Simone Santos Simoes (mi.), Managerin des A.I. Fitness Clubs Krefeld, und ihre Mitarbeiterin Andrea Köppl (re.) brachten die Spende zu Anja Claus (li.; Leiterin stups-KINDERZENTRUM) (Foto: DRK-Schwesternschaft Krefeld / Nadia Joppen)
Anzeigen

Krefeld. Die Fitness-Branche gehört zu den Bereichen, die durch die Corona-Pandemie besonders betroffen sind: Monatelange Schließungen haben zu erheblichen Einnahmeverlusten geführt.

Trotzdem wollen die Teams der „All inclusive Fitness-Studios“ in Krefeld und Oberhausen ihre Spendenaktion zugunsten der Kinder- und Jugendhospiz-Arbeit durchführen.
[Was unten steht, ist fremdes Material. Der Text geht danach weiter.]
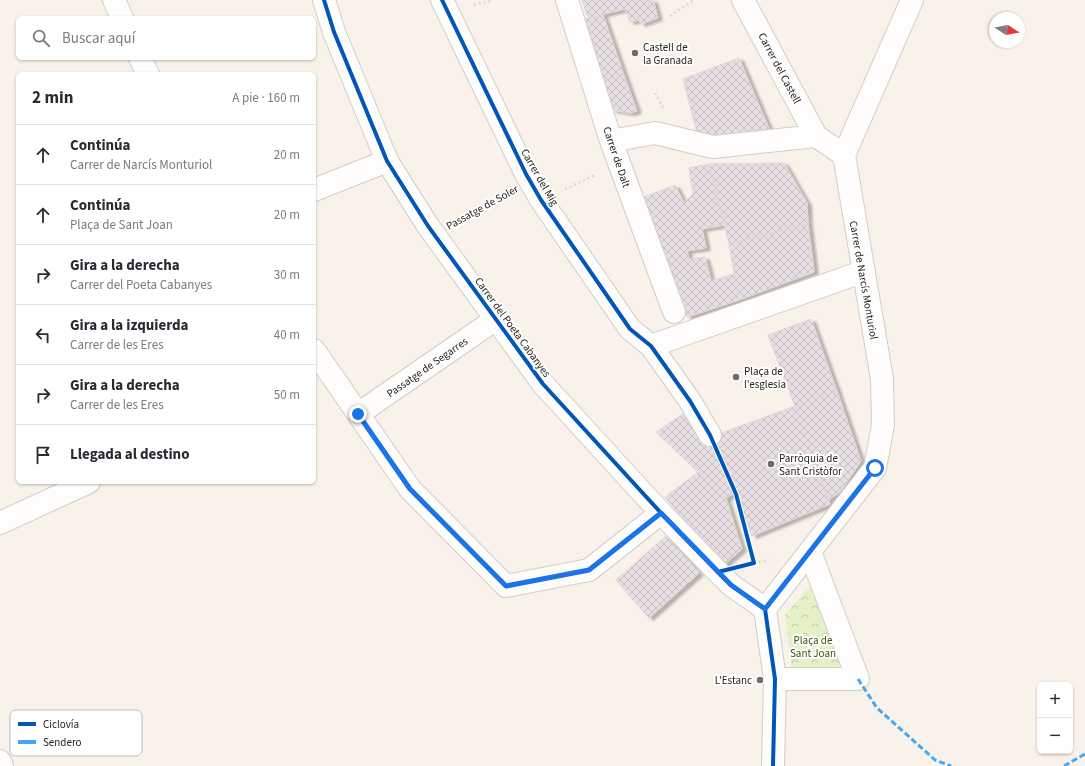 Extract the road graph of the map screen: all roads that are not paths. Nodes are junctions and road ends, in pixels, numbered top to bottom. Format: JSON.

Simone Santos Simoes, Managerin des A.I. Fitness Clubs an der Gutenbergstraße in Krefeld, und ihre Mitarbeiterin Andrea Köppl brachten jetzt eine Spende von 2000 Euro sowie Spielzeug, Kindertisch und -stühle, Hörspiele auf CD … zu Anja Claus, der Leiterin des stups-KINDERZENTRUMs.

Der Hintergrund: Simone Santos Simoes hatte Anfang Oktober – noch vor dem zweiten Corona-Lockdown – mit ihrer Kollegin Ina Liedtke, die das A.I. Fitness Oberhausen leitet, einen Charity-Jumping-Marathon organisiert: Die Clubmitglieder konnten Tickets für ein bis zu dreistündiges Trainingsevent auf den rund 60 Jumping Fitness Trampolinen im Studio Oberhausen kaufen. Den Verkaufserlös spendet das Unternehmen – aufgerundet durch einen weiteren Betrag. Insgesamt kamen so 4000,- Euro zusammen, die je zur Hälfte an das stups-KINDERZENTRUM und an das ambulante Kinderhospiz Möwennest aus Oberhausen gehen.

Es sei ihr wichtig, diese Aktion trotz der schwierigen Zeit für das Unternehmen umzusetzen, so Simone Santos Simoes: „Unsere Arbeit definiert sich ganz anders. Wir sind die Gesunden und Starken, da können wir gut auch einmal etwas abgeben an die, denen es nicht so gut geht“.

Anja Claus freute sich sehr über die Spende: „Ich habe bei dem Event die Ausdauer Ihrer Mitglieder sehr bewundert. Für mich sah es sehr anstrengend aus“. Sie erklärte den Besucherinnen, wie im stups-KINDERZENTRUM die Hospiz-Arbeit für Kinder und Jugendliche, die pädagogische Arbeit in der Kita und die Beratung und Unterstützung der Familien mit einem lebenslimitierend erkranken Kind ineinander greifen. „Um die Situation aller zu erleichtern, bieten wir vieles an, was nicht über den Pflegesatz der Krankenkassen finanziert wird. Unter anderem dafür benötigen wir die Spenden aus der Bürgerschaft“, erklärte sie. Die Besucherinnen waren beeindruckt von der Schilderung und meinten: „Die Organisation des Marathons war viel Arbeit, es hat aber auch viel Spaß gemacht. Gerne werden wir, wenn die Zeiten wieder normal sind, weitere Benefiz-Events organisieren“, so die Krefelder Ai Clubleitung.